Perthes disease in children (osteochondropathy of the hip joint) is a condition where the femoral head is damaged due to overload or other triggering factors against the background of a genetically determined defect affecting growing bones. It is one of the most common types of aseptic necrosis of the femoral head in childhood.

Causes of the Disease:

  • The onset of the disease usually occurs between the ages of 2 and 12, although it can occur up to the age of 19.
  • Children aged 4-8 are more commonly affected, with boys being affected 3-5 times more often than girls.
  • The following factors are presumed to be triggering factors in the development of Perthes disease: minor mechanical trauma such as bruising, ligament strain, awkward movements, etc.
  • Inflammation of the hip joint (transient synovitis) due to previous infections (such as tonsillitis, flu, etc.) is suspected to be one of the triggering factors.
  • Metabolic disorders involving bone formation minerals such as phosphorus, calcium, and others are also implicated.

Symptoms of the Disease:

  • Determining the onset time of the disease is difficult. X-rays often indicate a prolonged pathological process before its detection.
  • The first clinical manifestations include the appearance of pain in the hip joint, groin, thigh, or knee joint, fatigue during physical exertion, and limping.
  • Pain may occur during movement, and there may be no pain at rest.
  • Examination of the child reveals limited and painful movements in the hip joint, especially during abduction and rotational movements. Atrophy of the gluteal and thigh muscles is often noticeable. There may be a difference in leg length.

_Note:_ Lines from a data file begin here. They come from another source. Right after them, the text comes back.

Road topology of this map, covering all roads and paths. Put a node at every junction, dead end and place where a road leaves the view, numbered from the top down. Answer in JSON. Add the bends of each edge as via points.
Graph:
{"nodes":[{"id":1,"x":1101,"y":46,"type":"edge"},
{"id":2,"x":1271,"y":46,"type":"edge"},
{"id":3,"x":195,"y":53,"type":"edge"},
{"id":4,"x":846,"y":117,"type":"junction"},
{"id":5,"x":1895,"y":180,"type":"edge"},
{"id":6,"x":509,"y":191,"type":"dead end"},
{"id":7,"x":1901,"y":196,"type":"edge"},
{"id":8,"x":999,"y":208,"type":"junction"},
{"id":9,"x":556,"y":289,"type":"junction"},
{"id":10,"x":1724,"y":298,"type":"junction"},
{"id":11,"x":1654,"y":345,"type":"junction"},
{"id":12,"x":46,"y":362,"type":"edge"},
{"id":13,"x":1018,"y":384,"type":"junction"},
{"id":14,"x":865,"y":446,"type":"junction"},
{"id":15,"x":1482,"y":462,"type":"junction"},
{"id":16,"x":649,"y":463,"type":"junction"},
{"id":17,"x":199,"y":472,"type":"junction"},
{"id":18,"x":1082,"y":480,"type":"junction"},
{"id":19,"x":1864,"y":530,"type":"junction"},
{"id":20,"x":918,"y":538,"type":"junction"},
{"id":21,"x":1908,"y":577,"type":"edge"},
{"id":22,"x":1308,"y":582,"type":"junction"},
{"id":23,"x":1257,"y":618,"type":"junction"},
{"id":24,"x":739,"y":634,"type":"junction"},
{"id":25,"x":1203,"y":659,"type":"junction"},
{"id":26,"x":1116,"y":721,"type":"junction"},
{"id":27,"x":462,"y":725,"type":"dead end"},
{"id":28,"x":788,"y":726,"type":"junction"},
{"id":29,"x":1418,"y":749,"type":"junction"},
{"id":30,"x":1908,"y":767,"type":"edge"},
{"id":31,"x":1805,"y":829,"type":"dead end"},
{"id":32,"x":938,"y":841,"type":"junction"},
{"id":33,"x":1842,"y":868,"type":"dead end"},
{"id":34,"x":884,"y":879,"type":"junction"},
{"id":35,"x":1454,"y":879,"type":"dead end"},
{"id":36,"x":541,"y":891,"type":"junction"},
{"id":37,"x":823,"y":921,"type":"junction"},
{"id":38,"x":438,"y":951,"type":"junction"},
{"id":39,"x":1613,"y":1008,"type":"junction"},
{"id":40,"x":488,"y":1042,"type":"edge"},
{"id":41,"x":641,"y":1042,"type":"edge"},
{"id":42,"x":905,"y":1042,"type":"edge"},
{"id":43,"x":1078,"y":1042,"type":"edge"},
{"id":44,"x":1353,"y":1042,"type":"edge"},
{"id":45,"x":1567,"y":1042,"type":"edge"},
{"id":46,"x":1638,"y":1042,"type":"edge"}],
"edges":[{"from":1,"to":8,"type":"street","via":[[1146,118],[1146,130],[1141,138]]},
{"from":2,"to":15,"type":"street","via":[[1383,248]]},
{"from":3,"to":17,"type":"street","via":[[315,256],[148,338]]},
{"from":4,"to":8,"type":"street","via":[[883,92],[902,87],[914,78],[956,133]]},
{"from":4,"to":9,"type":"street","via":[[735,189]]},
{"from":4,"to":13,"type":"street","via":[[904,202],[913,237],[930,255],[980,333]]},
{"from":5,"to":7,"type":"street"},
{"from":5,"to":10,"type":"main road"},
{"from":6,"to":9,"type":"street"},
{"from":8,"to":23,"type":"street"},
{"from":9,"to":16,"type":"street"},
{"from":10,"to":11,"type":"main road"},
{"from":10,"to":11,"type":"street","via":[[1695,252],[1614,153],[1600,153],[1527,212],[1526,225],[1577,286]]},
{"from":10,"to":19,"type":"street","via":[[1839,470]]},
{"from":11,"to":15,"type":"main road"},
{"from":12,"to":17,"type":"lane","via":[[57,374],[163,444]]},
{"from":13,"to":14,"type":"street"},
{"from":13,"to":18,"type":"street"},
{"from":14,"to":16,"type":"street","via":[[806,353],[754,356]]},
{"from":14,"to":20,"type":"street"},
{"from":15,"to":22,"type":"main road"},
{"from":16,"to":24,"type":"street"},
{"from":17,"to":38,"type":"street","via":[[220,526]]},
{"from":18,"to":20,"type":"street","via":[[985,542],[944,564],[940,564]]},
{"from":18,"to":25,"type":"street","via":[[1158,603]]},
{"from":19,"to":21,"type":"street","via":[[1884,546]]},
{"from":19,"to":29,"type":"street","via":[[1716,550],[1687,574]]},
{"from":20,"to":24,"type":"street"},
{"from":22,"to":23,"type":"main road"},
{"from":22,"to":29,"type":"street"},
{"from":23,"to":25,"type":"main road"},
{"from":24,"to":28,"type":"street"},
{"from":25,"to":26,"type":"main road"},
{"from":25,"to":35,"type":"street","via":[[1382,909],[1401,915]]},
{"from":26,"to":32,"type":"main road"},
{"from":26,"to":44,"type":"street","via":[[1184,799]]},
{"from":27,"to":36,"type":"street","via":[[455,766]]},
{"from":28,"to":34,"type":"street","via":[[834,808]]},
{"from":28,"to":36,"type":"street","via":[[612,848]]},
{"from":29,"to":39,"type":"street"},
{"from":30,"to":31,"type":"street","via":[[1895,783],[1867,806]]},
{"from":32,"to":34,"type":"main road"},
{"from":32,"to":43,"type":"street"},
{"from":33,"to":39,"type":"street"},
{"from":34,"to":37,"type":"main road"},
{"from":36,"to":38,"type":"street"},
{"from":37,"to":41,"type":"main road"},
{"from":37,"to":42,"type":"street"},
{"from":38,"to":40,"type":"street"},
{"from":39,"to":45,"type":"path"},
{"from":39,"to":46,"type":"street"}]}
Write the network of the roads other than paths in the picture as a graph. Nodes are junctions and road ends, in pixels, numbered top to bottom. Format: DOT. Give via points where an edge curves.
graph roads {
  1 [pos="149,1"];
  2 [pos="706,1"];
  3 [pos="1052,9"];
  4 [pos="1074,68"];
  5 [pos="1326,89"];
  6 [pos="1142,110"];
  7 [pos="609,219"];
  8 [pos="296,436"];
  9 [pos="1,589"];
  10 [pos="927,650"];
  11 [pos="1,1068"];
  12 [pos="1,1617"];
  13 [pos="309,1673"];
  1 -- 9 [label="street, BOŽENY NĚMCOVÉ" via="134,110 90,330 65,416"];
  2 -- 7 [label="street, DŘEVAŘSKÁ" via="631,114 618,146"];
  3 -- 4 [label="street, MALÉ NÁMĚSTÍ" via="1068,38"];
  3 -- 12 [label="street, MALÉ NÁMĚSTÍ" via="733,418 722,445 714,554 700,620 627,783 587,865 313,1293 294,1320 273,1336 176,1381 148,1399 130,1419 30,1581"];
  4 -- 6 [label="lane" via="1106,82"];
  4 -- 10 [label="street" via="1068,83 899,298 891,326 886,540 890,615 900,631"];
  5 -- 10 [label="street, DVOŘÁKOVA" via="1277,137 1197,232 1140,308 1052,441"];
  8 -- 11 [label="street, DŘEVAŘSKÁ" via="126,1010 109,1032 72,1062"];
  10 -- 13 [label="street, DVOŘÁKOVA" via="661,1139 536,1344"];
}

  • X-ray examination is carried out to diagnose the disease and determine its stage, or magnetic resonance imaging is performed for a more accurate assessment of bone and soft tissue.

Treatment of the Disease:

  • Treatment of children with Perthes disease is carried out using both conservative measures and surgical methods.
  • Centring of the femoral head is achieved using various orthopedic devices such as functional braces, plaster casts, and traction.
  • Surgical treatment of Perthes disease aims to improve blood supply to the femur and correct biomechanical disturbances in the joint caused by deformation of the femoral head, and is indicated for stages 2-3 of the disease.
  • An important factor in the treatment of the disease is therapeutic exercises, massage, and physiotherapy procedures.